The vision for a fossil free ANU


Over the past few years we have had an ongoing conversation about the future of the ANU and the modern Australian university. Should we deregulate fees? If the Sydney College of the Arts isn’t profitable should it be moved, or whittled down like our School of Music was? How should we approach the renovation of Union Court? Should researchers have to endlessly apply for grants and churn out papers to stay viable, or should we foster a culture of research for its own sake?

Basically, should Australian universities be run as for-profit institutions that sell degrees to those who can afford them, or as spaces that foster creativity, education, and research and are open to anyone who wants to come along?

Fossil Free ANU (FFANU) are proponents of the latter. FFANU is an autonomous and student-run movement of the Environmental Collective, campaigning for ANU to divest from the fossil fuel industry. They see the modern university as a place that allows people to come together to learn, create, do research, share knowledge, and celebrate human endeavour. Moreover, they believe things should be available to all, and should be funded with public taxpayer money, to encourage a public institution which works for the public good.

The ANU’s continued investment in the fossil fuel industry is one barrier to this vision.

These investments are mutually exclusive with the vision of a just and equitable university. They make the ANU – and by extension, its students – complicit in funding climate change. By investing in the fossil fuel industry and its associated injustices, the ANU is turning its back on the hope of it being a public institution that operates for the public good.

How can the ANU operate for the public good if it’s invested in an industry that is killing the Reef, bringing our farmers to their knees, and widening the gap between Indigenous and non-Indigenous Australians? How can it claim to be an institution that celebrates research when it ignores its own scientists, who repeatedly support divestment from fossil fuels in favour of kick starting a renewable economy? How can it claim to be a #thoughtleader when it is ignoring every argument and every piece of research showing, that being a leader today, suggests it must be a leader in the fight for climate justice?

The ANU lags behind in this fight. It could have been the first university in Australia to commit to divestment, but La Trobe took that crown in May of this year, and the Queensland University of Technology followed suit earlier this month. Across the Tasman, the University of Otago in Dunedin similarly divested on September 14. Any one of the universities of Canberra, Sydney, or Melbourne could be the next: so when will ANU divest?
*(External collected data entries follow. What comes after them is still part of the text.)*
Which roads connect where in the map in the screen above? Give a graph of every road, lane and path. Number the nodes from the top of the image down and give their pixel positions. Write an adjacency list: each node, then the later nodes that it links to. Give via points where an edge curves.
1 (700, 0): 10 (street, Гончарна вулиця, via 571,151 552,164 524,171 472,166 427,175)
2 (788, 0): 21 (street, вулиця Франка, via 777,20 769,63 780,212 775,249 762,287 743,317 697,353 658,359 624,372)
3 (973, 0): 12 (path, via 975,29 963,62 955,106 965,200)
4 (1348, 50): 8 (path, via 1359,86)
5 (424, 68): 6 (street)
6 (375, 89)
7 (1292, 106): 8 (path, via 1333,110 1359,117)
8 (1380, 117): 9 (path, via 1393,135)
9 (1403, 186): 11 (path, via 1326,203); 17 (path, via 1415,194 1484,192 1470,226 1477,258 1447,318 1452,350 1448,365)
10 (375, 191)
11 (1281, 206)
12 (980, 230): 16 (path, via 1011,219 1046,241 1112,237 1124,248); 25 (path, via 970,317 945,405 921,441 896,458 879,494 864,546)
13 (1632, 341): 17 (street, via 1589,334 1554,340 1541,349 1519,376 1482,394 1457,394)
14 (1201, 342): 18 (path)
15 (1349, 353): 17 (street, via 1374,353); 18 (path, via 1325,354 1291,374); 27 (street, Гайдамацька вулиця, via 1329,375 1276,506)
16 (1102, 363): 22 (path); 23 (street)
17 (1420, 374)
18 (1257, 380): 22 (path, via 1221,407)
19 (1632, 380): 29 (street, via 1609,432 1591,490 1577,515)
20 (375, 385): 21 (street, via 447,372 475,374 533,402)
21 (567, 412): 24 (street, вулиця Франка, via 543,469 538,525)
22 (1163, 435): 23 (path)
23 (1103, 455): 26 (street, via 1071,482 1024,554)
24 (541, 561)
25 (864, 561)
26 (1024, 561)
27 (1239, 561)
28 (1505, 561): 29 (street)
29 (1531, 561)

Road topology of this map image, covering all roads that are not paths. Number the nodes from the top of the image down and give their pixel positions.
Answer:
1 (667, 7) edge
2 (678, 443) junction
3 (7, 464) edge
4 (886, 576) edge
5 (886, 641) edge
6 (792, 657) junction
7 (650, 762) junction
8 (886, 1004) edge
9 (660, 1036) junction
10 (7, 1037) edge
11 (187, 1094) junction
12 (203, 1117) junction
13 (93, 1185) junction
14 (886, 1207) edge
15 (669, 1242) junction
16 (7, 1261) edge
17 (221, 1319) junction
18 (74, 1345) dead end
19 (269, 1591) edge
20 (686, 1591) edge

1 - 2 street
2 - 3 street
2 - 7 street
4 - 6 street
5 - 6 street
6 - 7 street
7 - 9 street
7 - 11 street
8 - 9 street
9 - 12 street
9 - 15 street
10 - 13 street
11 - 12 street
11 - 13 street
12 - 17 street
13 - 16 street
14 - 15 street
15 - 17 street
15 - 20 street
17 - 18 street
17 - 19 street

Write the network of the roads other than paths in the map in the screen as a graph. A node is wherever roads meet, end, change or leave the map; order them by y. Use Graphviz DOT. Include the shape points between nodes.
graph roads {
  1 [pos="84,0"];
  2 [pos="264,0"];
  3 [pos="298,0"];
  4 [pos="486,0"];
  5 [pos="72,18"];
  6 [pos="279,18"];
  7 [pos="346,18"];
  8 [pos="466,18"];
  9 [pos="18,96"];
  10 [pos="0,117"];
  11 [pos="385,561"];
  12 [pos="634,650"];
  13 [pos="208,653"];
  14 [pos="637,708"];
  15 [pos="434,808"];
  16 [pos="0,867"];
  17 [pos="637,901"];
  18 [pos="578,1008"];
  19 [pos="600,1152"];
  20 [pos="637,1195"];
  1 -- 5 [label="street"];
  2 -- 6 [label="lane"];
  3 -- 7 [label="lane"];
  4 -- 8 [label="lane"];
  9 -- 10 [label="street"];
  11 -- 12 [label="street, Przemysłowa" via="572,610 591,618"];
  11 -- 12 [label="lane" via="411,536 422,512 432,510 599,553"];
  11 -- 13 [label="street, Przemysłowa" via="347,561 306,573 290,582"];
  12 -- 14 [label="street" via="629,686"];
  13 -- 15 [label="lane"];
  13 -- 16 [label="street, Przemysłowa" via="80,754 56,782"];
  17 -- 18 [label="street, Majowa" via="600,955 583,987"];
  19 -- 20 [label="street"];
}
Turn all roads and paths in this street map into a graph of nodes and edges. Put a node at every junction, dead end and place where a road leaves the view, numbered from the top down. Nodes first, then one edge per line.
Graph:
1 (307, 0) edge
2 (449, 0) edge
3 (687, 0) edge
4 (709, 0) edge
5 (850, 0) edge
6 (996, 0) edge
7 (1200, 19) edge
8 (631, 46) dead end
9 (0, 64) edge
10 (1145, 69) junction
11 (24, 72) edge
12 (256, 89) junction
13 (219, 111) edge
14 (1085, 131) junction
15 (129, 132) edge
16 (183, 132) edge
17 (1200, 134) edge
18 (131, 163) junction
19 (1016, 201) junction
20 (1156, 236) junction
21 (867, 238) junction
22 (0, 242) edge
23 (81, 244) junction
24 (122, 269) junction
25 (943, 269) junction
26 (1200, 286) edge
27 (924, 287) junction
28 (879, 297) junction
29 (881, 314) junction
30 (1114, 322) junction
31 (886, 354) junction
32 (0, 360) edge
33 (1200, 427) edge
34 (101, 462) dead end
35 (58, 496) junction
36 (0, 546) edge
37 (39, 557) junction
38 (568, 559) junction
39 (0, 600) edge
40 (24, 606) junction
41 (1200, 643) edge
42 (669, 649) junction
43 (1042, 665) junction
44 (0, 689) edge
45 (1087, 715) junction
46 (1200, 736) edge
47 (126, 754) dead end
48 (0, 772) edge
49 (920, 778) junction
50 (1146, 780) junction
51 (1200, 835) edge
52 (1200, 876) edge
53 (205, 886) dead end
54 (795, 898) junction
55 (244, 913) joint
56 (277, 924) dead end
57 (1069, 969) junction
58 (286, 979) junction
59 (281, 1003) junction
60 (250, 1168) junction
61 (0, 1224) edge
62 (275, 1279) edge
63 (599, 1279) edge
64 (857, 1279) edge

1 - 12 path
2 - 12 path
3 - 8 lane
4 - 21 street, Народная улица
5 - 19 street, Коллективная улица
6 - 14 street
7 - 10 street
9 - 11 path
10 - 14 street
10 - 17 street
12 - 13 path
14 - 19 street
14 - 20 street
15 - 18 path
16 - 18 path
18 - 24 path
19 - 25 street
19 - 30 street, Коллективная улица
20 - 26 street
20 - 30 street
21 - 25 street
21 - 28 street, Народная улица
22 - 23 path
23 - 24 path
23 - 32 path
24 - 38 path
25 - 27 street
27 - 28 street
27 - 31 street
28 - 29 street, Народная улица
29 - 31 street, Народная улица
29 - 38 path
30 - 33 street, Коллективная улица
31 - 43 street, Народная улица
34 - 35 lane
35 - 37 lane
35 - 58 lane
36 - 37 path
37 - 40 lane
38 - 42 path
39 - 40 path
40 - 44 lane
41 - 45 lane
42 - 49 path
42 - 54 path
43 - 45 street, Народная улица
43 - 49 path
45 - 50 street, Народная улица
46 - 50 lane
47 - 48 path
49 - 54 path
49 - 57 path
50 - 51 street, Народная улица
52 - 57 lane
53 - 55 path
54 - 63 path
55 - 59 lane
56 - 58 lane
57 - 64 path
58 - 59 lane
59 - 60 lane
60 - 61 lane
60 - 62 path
Over the past five and a half years the FFANU campaign has produced small but significant steps towards divestment. They made scientific, moral, and financial cases for divesting. They demonstrated that ANU staff and students, and the wider community, overwhelmingly support divestment. They convinced the university to adopt a Socially Responsible Investment policy, which resulted in a divisive partial divestment decision in October 2014.

This semester, FFANU is trying something new. The Alumni Pledge campaign combines a new class of people (alumni) and an issue that is very close to the ANU’s heart (donations). Students and alumni simply pledge that they will not donate to the ANU until it has committed to completely divesting from fossil fuels. The campaign has received a large amount of support thus far as alumni and students are unwilling to give their money to an institution that invests in climate change.

Meanwhile, the ANU has signalled that it is moving in the direction common among American universities of relying on alumni donations as a new source of revenue. This being the case, the ANU is likely to benefit from divestment. A brief by The Australia Institute from June last year found that “universities deciding to divest [from fossil fuels] would be met with much more support than criticism from the public and from their own alumni. Indeed, universities may find alumni more willing to donate, and are unlikely to find many people become unwilling to donate.”

Yet moving to the American model could also deepen the ANU’s commitment to the kind of university reliant on private sources of income; where profit is central and education is commercialised. To strike a balance between these possibilities – donation and divestment – FFANU recently updated the Alumni Pledge campaign. Now when an individual takes the Pledge, the University must remove that person from the donations contact and communication list. If the University commits to divesting from fossil fuels they may re-establish contact on that issue. Thus, alumni in support of divestment will only donate if the ANU represents their values, rather than a corporate agenda. FFANU is confident that focusing on the ANU’s bottom line will get their attention in a way nothing else has, and are looking forward to doing this in a way that also highlights and protests the corporatisation of Australian universities.

We – students and staff that are concerned about the environment and the future – need to free the ANU from what Canadian author Naomi Klein calls “corrosive corporate influences” so that it can live up to the vision of a liberated, inclusive and creative modern Australian university. This inextricably means completely divesting from fossil fuels.